> _PROBLEM_: When you transcribe the lines below, keep every word the same and leave the pictures behind.

EXTRACTED MATERIAL below:

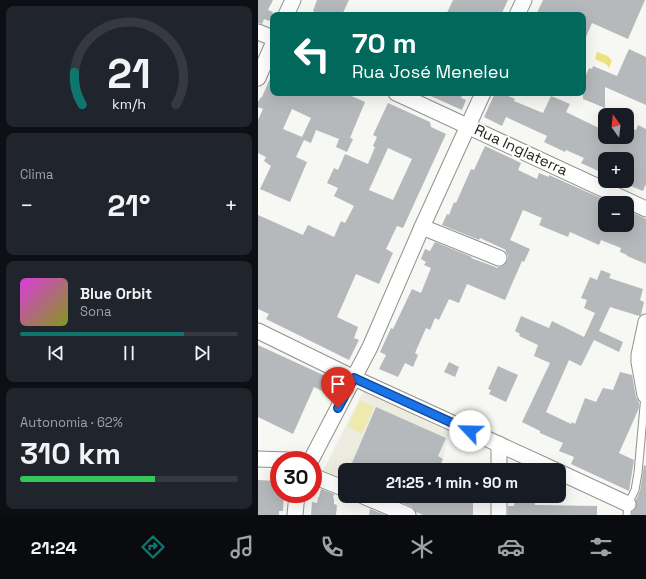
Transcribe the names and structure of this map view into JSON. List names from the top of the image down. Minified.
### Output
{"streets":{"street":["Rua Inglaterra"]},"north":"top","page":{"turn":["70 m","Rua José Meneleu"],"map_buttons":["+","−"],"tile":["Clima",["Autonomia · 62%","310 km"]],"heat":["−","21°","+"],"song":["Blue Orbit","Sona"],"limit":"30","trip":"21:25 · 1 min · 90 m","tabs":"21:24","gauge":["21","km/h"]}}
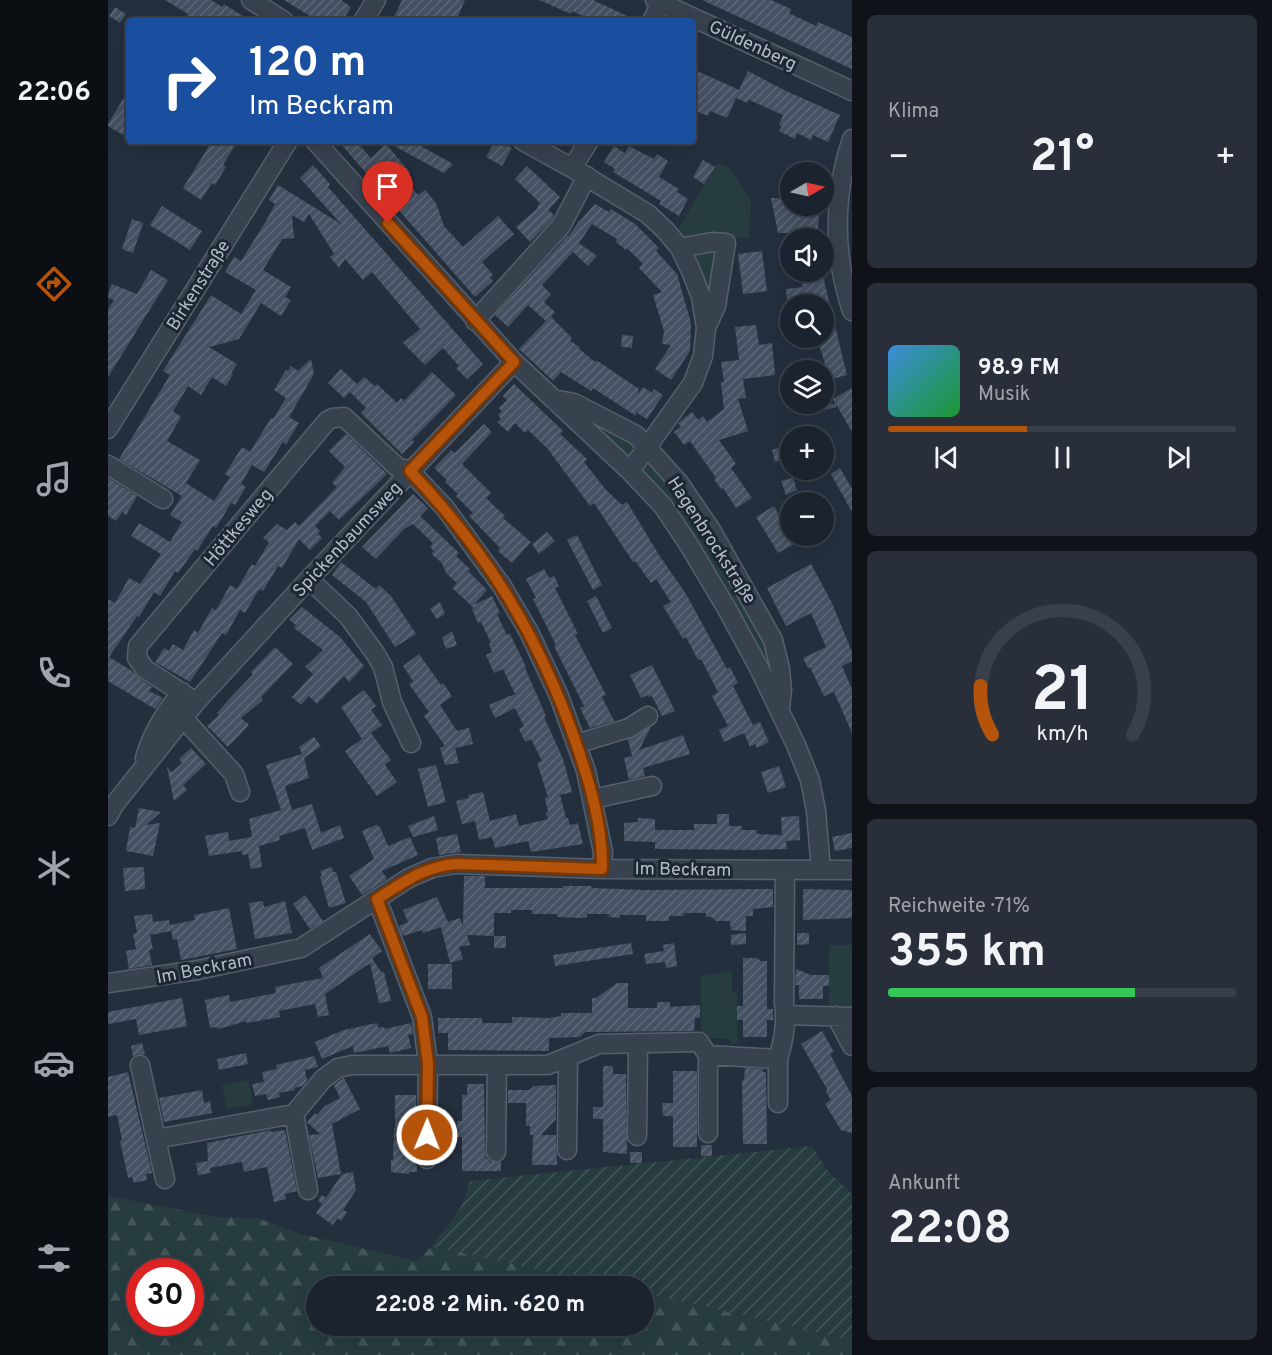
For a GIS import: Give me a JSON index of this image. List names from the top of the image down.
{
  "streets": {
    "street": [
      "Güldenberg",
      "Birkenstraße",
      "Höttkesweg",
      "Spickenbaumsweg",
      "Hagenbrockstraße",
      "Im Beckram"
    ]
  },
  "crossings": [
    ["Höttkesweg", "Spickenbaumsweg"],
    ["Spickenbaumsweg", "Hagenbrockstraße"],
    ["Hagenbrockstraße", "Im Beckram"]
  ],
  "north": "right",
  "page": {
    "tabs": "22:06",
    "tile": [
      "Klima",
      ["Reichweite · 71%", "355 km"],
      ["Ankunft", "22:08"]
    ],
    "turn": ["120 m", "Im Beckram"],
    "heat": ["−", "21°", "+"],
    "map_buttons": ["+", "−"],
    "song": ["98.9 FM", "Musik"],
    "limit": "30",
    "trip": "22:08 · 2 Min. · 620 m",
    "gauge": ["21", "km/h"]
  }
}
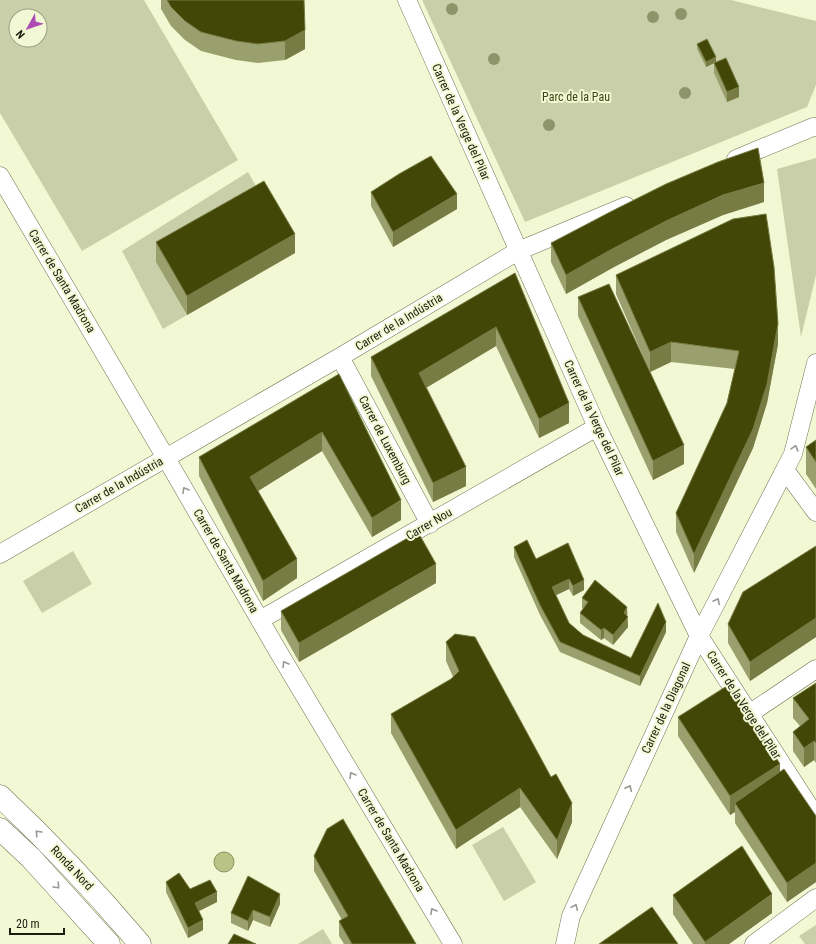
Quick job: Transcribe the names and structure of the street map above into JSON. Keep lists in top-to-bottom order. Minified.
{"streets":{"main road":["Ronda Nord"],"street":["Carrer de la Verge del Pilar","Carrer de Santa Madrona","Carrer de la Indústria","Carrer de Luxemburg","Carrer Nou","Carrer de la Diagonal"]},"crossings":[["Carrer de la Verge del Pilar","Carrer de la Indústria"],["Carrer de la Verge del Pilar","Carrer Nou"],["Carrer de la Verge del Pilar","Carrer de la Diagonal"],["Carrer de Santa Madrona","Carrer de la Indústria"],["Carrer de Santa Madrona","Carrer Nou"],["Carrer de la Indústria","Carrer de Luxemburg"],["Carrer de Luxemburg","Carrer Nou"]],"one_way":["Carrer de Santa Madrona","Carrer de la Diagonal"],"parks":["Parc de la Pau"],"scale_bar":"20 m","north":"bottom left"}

End of EXTRACTED MATERIAL.

> _OUTPUT BELOW_:
Transcribe the names and structure of this map view into JSON. List names from the top of the image down. Minified.
### Output
{"streets":{"street":["Rua Inglaterra"]},"north":"top","page":{"turn":["70 m","Rua José Meneleu"],"map_buttons":["+","−"],"tile":["Clima",["Autonomia · 62%","310 km"]],"heat":["−","21°","+"],"song":["Blue Orbit","Sona"],"limit":"30","trip":"21:25 · 1 min · 90 m","tabs":"21:24","gauge":["21","km/h"]}}
For a GIS import: Give me a JSON index of this image. List names from the top of the image down.
{
  "streets": {
    "street": [
      "Güldenberg",
      "Birkenstraße",
      "Höttkesweg",
      "Spickenbaumsweg",
      "Hagenbrockstraße",
      "Im Beckram"
    ]
  },
  "crossings": [
    ["Höttkesweg", "Spickenbaumsweg"],
    ["Spickenbaumsweg", "Hagenbrockstraße"],
    ["Hagenbrockstraße", "Im Beckram"]
  ],
  "north": "right",
  "page": {
    "tabs": "22:06",
    "tile": [
      "Klima",
      ["Reichweite · 71%", "355 km"],
      ["Ankunft", "22:08"]
    ],
    "turn": ["120 m", "Im Beckram"],
    "heat": ["−", "21°", "+"],
    "map_buttons": ["+", "−"],
    "song": ["98.9 FM", "Musik"],
    "limit": "30",
    "trip": "22:08 · 2 Min. · 620 m",
    "gauge": ["21", "km/h"]
  }
}
Quick job: Transcribe the names and structure of the street map above into JSON. Keep lists in top-to-bottom order. Minified.
{"streets":{"main road":["Ronda Nord"],"street":["Carrer de la Verge del Pilar","Carrer de Santa Madrona","Carrer de la Indústria","Carrer de Luxemburg","Carrer Nou","Carrer de la Diagonal"]},"crossings":[["Carrer de la Verge del Pilar","Carrer de la Indústria"],["Carrer de la Verge del Pilar","Carrer Nou"],["Carrer de la Verge del Pilar","Carrer de la Diagonal"],["Carrer de Santa Madrona","Carrer de la Indústria"],["Carrer de Santa Madrona","Carrer Nou"],["Carrer de la Indústria","Carrer de Luxemburg"],["Carrer de Luxemburg","Carrer Nou"]],"one_way":["Carrer de Santa Madrona","Carrer de la Diagonal"],"parks":["Parc de la Pau"],"scale_bar":"20 m","north":"bottom left"}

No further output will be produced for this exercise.